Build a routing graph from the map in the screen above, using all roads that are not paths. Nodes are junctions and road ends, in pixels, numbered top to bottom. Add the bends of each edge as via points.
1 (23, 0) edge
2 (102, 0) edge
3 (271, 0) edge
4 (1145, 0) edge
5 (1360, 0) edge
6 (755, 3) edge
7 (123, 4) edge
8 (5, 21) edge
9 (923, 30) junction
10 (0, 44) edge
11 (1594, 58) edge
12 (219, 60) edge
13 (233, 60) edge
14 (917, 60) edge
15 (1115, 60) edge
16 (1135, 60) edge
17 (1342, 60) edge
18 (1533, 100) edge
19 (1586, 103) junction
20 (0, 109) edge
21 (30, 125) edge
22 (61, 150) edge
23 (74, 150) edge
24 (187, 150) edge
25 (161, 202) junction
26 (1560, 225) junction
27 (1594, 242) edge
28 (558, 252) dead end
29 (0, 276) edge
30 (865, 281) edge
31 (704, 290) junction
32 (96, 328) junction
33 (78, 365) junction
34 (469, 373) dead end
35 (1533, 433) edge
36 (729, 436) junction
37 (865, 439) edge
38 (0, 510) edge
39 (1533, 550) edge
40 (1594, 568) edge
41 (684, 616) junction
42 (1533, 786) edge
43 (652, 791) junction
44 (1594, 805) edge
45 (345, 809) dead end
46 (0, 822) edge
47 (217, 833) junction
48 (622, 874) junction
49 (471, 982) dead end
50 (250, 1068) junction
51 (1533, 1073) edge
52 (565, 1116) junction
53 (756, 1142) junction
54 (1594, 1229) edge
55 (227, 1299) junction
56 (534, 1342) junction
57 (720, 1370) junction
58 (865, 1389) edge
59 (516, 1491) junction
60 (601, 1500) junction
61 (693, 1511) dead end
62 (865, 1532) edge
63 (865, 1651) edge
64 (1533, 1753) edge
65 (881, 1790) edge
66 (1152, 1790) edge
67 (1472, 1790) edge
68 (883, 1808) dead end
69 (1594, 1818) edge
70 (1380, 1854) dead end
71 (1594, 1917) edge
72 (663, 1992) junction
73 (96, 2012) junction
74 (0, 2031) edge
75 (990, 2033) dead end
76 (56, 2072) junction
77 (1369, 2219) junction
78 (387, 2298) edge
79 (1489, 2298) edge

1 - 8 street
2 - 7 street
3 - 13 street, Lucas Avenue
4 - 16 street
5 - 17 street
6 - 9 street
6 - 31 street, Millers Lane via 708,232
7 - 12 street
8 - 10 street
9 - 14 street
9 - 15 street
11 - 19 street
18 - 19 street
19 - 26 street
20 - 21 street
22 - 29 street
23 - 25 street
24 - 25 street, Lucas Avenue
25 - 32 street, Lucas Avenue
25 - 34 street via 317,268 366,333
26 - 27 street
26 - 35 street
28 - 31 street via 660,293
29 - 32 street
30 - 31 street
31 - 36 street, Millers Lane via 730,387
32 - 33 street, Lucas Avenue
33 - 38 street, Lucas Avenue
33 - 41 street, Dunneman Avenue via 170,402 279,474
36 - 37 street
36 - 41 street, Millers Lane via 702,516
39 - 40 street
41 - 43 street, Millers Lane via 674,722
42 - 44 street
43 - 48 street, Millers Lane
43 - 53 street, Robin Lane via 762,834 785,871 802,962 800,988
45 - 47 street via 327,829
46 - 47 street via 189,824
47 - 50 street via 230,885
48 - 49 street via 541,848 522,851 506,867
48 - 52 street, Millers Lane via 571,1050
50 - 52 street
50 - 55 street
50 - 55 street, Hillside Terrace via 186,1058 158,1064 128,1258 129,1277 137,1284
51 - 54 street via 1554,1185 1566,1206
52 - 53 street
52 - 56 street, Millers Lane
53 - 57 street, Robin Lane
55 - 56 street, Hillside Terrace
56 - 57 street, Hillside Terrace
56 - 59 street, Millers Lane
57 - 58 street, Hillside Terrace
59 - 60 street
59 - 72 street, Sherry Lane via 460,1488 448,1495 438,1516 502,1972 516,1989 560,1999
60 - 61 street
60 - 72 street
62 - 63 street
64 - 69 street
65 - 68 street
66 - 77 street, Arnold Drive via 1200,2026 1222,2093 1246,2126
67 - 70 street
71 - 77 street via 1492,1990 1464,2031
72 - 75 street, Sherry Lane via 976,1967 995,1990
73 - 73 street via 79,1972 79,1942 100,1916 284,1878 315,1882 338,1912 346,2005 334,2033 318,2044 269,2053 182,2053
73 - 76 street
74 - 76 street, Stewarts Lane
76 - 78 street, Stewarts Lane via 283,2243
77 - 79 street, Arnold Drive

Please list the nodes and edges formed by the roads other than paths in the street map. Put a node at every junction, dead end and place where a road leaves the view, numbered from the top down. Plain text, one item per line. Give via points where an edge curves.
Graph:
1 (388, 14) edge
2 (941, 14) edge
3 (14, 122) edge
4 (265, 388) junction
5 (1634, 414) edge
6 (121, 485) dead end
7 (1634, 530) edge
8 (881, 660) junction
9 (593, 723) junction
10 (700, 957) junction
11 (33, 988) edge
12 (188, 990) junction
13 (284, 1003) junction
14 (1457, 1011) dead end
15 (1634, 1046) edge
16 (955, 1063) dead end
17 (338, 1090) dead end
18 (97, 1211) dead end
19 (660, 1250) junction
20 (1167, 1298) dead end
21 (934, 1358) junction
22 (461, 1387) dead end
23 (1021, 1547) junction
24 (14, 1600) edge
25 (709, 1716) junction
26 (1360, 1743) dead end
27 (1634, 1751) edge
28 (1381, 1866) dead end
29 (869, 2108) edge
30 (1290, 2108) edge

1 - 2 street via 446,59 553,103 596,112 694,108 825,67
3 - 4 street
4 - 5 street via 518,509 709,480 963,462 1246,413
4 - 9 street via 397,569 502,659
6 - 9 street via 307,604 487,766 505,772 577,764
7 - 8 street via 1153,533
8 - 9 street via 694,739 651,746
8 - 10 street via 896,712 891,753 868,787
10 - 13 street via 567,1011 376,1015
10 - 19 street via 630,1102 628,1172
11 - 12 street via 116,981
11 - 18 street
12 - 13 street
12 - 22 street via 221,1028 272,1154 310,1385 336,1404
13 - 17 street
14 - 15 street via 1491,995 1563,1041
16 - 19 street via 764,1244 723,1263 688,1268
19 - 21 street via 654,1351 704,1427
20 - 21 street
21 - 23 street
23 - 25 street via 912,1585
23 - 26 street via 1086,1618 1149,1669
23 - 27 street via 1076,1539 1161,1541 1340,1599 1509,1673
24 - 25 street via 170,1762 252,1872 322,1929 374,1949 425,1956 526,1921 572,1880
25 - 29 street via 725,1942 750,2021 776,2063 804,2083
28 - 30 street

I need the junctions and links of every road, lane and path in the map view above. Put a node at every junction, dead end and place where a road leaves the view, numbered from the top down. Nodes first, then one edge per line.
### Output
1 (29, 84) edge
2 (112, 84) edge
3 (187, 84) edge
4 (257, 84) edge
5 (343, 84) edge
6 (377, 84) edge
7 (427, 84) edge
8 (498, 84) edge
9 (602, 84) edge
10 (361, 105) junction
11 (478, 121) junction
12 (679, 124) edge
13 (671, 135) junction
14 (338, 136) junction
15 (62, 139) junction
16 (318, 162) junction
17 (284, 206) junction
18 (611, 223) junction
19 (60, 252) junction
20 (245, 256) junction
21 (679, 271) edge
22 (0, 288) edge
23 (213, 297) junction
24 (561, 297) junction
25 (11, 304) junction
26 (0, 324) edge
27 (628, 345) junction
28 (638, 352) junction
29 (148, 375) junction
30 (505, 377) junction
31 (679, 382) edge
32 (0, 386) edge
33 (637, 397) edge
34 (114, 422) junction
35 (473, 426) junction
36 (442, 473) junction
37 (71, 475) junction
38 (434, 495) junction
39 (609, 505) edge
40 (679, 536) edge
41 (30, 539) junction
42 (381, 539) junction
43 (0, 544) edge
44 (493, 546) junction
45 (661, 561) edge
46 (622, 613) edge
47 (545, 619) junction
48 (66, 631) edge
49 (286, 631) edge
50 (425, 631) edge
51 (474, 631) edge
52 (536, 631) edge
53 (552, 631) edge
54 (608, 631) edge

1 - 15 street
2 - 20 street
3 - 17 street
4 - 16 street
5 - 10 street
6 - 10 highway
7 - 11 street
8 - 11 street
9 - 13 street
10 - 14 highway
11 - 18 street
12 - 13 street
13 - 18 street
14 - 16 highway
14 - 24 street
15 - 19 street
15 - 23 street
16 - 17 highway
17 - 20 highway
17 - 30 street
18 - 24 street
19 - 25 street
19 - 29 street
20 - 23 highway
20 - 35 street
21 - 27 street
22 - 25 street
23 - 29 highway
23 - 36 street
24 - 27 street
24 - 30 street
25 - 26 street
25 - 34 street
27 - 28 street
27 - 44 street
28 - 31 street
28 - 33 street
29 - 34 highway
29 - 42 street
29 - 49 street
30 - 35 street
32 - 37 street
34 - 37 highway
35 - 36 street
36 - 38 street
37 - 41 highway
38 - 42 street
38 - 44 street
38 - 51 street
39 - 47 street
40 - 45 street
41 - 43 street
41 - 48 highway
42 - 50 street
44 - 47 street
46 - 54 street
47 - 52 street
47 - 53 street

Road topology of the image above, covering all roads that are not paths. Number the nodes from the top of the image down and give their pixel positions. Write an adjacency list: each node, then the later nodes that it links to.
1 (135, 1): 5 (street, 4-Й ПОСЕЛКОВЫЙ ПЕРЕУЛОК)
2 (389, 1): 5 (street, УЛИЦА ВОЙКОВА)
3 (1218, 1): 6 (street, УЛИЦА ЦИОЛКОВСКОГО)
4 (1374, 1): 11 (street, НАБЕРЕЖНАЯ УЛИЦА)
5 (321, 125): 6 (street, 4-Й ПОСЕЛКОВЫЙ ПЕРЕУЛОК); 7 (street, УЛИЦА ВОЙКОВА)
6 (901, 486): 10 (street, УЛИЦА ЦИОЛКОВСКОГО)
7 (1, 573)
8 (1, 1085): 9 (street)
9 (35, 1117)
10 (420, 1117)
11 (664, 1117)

= = =

▶ _What you will do_: From the listing above, copy out each line where the word "Millers" appears.

▶ _Problem solution_:
6 - 31 street, Millers Lane via 708,232
31 - 36 street, Millers Lane via 730,387
36 - 41 street, Millers Lane via 702,516
41 - 43 street, Millers Lane via 674,722
43 - 48 street, Millers Lane
48 - 52 street, Millers Lane via 571,1050
52 - 56 street, Millers Lane
56 - 59 street, Millers Lane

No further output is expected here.